Comperative Transcriptomics Study Of The HepG2 Stimulated By UC-MSCs Supernate

Mesenchymal stem cells (MSCs) are adult stem cells derived from the mesoderm. Their low immunogenicity and availability from many different adult tissues, are the utmost characteristics of MSCs that make them a great resource for therapy, such as cardiovascular disease, neurologic disease, immunodeficiency disease and cancer. Numerous lines of evidence demonstrated that MSCs can be recruited by tumors and have impact on tumor microenvironment during tumorigenesis and tumor development.
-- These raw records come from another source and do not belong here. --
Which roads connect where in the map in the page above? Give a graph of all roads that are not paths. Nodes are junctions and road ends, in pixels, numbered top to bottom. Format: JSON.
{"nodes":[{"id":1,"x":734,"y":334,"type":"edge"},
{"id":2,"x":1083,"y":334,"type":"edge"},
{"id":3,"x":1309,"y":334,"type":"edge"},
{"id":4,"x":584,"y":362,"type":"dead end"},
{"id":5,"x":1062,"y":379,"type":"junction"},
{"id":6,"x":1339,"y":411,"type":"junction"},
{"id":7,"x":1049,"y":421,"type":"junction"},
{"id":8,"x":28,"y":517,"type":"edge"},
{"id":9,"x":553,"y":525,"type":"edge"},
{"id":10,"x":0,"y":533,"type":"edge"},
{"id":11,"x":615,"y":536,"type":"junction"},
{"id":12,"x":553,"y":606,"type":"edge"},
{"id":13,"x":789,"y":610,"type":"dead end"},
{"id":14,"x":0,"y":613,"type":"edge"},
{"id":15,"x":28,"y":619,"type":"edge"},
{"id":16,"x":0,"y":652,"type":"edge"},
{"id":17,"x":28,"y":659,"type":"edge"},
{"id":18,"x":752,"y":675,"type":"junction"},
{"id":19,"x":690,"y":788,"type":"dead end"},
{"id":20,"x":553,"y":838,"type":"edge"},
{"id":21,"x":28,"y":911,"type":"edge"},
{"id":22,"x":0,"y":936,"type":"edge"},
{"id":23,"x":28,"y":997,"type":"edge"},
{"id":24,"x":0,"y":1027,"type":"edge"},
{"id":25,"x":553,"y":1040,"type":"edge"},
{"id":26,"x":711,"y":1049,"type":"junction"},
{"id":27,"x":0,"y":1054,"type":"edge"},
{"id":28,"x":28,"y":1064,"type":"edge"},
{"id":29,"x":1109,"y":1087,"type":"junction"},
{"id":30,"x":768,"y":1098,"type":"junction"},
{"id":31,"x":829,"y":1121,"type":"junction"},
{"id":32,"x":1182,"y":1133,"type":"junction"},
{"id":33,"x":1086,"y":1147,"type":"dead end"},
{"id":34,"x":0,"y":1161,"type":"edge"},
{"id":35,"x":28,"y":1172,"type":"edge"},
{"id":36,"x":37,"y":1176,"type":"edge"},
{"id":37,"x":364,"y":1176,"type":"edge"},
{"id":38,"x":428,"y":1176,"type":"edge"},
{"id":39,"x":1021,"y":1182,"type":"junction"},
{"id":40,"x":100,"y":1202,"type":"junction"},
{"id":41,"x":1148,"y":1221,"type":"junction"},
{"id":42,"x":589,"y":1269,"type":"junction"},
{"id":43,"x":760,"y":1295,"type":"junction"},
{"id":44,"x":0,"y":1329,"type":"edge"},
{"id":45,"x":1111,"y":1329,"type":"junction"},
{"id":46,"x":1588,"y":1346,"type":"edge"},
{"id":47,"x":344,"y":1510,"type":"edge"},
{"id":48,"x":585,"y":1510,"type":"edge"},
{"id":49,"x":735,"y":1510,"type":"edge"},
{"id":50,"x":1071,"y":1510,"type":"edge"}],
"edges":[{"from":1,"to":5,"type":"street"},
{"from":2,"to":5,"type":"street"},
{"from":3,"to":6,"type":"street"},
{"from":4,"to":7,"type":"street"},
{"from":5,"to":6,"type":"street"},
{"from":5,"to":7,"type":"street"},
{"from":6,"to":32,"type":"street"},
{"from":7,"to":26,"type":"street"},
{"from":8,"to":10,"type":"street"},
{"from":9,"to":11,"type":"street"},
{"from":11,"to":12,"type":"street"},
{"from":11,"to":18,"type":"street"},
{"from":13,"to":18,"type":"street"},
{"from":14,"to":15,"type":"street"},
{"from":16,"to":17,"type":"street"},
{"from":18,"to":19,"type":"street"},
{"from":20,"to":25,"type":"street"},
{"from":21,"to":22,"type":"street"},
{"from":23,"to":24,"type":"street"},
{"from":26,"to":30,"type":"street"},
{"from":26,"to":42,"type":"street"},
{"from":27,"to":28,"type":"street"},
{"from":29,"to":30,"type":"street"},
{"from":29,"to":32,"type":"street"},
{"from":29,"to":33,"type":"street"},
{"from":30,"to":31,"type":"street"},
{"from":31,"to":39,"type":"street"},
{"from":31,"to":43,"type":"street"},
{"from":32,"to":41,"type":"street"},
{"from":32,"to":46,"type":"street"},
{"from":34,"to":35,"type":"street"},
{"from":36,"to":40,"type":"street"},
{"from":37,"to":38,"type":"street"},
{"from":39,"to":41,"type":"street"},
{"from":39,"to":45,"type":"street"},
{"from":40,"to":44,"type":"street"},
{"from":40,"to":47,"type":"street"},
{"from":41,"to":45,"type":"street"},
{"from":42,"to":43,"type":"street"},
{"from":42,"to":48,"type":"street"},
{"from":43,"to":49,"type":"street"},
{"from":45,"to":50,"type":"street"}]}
MSCs secrete various cytokines and growth factors, which affect the cell proliferation, migration and angiogenesis of the tumor.Based on our previous study, umbilical cords derived MSCs supernate has an inhibitory effect on the proliferation of HepG2. To explore the molecular mechanisms underlying such phenomenon, 5 stages of the UC-MSCs supernate stimulated HepG2 were sequenced using short reads sequencing technology to obtain the transcriptom information of the cell lines. As a result,47.67, 47.68,47.74,47.69 and 47.53 million clean reads were obtained. Clean reads were mapped to a reference sequences, the genome coverage of the samples were over 84%, and the proportions of genes with certain coverage were over 78%. The number of differential expressed genes (DEGs) was over 16,000, and also 50,000 of alternative splicing events were found. Over 50,000 SNP loci were identified. We also recognized 20 gene fusion events. DEGs statistics showed that as the stimulation time prolonged, the number of DEGs was increased.Large amounts of annotated information were obtained by enrichment analysis of Gene ontology (GO) and Kyoto Encyclopedia of Genes and Genomes (KEGG) of the identified DEGs. After 24 hours,117 DEGs were enriched in GO terms of cell proliferation.59 DEGs were enriched in MAPK pathways, and 69 DEGs were enriched in pathways in cancer, etc. According to the gene expression patterns, the possible roles for UC-MSCs supernate in inhibitory effect on the proliferation of HepG2 were discussed. The expression patterns of the DEGs detected by qRT-PCR were highly consistent with the RNA-seq data.